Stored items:
###

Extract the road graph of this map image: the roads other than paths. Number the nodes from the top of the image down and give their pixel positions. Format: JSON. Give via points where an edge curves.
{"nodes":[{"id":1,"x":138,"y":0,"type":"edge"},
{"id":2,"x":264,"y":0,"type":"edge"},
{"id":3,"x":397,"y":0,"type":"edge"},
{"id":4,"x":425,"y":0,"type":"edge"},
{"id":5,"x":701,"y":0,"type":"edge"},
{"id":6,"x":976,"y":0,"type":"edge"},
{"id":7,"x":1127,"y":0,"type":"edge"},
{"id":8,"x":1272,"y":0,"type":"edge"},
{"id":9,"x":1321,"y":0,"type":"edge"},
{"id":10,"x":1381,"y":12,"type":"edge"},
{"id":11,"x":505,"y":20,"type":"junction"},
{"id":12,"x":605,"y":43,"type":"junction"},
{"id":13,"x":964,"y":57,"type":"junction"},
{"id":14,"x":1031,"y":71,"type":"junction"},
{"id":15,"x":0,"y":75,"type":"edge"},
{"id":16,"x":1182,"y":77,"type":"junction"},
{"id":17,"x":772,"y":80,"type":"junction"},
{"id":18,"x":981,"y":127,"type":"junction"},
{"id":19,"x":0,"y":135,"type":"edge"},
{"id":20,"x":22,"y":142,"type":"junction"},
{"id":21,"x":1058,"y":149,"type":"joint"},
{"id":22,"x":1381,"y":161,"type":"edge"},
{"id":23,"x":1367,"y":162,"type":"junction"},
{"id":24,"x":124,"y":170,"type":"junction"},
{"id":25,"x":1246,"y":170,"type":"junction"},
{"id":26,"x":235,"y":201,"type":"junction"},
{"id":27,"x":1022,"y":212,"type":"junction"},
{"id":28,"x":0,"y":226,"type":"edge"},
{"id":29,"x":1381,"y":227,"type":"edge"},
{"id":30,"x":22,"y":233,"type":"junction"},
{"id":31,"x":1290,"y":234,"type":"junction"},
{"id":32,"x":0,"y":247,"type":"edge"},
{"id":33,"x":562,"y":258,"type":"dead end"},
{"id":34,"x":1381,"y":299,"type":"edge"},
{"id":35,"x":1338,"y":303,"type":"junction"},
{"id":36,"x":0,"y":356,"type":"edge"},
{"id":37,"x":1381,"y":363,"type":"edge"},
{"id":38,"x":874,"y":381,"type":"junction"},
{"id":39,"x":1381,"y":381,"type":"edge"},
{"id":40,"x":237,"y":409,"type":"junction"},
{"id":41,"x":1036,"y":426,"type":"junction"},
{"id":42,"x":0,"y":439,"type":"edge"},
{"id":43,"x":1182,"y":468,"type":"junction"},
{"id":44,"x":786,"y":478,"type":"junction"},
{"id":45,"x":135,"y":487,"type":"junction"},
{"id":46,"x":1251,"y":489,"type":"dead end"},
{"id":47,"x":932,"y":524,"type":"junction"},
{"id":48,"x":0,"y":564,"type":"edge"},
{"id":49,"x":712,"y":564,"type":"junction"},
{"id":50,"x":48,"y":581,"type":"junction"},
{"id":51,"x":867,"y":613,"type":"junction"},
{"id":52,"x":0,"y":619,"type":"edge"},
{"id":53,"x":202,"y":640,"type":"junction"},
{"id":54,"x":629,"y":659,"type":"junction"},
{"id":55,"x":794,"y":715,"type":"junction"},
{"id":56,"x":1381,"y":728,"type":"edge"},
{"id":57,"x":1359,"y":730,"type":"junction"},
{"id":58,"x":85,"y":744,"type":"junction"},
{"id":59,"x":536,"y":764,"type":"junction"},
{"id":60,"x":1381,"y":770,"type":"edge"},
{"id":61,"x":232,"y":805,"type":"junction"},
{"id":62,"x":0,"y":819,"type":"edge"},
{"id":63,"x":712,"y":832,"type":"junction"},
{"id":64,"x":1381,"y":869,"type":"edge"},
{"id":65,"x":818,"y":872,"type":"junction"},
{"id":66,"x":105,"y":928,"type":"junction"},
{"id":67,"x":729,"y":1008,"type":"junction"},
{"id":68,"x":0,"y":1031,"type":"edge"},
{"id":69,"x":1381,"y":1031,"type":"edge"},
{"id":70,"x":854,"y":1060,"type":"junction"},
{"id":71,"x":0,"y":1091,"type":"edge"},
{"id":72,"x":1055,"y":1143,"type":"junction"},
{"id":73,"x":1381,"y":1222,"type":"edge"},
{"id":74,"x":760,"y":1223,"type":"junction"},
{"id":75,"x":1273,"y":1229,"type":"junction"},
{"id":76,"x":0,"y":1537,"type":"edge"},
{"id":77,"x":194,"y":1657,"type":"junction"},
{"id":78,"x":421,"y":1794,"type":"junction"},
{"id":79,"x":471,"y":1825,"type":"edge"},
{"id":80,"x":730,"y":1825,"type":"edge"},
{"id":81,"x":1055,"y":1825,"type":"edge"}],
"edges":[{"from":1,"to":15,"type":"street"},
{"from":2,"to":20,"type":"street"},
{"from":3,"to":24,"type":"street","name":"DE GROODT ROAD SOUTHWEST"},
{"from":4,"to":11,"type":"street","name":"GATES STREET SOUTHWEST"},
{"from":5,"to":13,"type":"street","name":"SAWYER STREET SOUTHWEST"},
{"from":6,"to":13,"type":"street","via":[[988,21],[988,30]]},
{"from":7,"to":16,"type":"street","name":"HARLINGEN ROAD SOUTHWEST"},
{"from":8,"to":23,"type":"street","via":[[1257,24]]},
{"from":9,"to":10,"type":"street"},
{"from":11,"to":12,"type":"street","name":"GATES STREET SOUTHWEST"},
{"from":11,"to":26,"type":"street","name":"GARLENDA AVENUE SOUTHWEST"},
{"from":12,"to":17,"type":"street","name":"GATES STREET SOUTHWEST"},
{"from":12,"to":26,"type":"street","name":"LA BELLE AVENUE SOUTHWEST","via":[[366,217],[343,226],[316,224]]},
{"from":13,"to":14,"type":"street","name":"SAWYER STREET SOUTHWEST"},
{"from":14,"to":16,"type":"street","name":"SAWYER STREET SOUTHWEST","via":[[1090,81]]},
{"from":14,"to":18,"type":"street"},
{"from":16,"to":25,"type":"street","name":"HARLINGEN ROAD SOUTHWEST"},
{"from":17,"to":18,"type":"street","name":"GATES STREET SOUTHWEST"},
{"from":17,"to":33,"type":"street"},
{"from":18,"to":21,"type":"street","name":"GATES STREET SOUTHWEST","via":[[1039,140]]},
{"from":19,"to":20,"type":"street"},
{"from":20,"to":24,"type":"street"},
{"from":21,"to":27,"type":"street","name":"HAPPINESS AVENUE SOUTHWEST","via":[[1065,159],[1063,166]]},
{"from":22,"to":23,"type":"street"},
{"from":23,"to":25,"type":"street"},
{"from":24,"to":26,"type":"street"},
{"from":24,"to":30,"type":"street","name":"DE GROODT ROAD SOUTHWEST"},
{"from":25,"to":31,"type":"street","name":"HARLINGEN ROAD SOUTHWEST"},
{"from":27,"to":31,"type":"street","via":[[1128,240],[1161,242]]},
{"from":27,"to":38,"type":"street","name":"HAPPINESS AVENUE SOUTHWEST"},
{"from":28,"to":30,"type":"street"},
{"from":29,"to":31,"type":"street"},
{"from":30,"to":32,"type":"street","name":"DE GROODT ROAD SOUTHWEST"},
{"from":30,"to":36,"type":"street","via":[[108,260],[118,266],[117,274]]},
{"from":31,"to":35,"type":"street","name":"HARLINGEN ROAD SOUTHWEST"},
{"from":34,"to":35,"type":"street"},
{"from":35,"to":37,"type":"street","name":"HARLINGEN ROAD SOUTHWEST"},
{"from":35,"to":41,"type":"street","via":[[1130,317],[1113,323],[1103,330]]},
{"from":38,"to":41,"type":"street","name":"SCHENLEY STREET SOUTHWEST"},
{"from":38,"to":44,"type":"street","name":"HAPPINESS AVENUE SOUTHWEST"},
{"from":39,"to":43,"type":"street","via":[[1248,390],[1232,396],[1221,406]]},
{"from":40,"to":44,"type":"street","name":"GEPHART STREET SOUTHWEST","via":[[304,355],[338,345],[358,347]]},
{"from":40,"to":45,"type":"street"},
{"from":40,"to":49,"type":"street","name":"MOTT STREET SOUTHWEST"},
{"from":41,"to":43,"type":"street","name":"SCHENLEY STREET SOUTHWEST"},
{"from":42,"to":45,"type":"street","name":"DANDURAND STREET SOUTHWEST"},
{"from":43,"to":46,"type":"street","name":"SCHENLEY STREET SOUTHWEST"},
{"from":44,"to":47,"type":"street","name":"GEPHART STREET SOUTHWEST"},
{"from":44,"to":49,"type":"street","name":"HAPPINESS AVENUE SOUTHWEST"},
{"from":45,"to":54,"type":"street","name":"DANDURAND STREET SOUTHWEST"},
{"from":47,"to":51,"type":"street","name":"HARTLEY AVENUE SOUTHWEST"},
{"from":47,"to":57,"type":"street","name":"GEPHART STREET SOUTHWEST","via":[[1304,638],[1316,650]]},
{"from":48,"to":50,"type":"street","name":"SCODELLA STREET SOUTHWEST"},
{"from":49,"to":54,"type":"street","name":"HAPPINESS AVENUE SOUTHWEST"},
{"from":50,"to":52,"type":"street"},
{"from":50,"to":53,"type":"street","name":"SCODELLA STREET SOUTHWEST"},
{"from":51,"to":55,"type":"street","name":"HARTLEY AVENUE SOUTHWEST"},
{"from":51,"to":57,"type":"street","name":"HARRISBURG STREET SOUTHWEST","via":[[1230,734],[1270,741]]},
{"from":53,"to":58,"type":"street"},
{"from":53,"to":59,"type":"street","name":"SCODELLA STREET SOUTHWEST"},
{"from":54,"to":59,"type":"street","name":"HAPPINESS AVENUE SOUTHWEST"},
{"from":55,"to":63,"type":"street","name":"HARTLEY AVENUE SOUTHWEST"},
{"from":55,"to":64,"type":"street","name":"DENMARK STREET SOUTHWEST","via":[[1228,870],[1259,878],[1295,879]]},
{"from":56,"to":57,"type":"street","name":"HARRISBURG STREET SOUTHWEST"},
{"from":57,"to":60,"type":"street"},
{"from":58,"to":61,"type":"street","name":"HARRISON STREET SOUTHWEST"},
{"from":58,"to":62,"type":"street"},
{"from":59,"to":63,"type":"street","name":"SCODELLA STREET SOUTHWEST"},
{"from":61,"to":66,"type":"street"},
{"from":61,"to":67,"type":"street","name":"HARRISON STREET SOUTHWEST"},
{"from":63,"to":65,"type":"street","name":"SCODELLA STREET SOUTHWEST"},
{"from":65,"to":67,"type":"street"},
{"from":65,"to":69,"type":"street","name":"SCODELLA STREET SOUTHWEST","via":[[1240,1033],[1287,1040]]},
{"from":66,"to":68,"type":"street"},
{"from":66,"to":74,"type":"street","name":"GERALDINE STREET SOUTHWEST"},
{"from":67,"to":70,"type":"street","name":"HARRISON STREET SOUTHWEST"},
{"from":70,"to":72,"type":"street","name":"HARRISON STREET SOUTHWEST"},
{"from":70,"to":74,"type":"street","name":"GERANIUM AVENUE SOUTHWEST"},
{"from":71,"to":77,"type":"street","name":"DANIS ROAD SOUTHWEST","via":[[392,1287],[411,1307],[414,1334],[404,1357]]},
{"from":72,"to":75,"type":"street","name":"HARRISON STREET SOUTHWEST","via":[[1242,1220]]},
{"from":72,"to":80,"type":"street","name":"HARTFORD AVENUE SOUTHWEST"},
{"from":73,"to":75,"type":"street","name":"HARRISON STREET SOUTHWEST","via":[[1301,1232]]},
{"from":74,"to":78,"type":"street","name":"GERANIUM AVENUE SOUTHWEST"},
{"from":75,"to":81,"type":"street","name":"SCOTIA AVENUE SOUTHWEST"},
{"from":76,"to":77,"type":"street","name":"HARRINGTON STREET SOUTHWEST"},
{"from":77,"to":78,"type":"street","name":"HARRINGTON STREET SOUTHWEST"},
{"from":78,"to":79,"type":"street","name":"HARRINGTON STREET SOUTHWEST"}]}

###

▶ What to produce
Tally the lines above that hold "SCHENLEY" and write the result as a lone number.

▶ Response box
3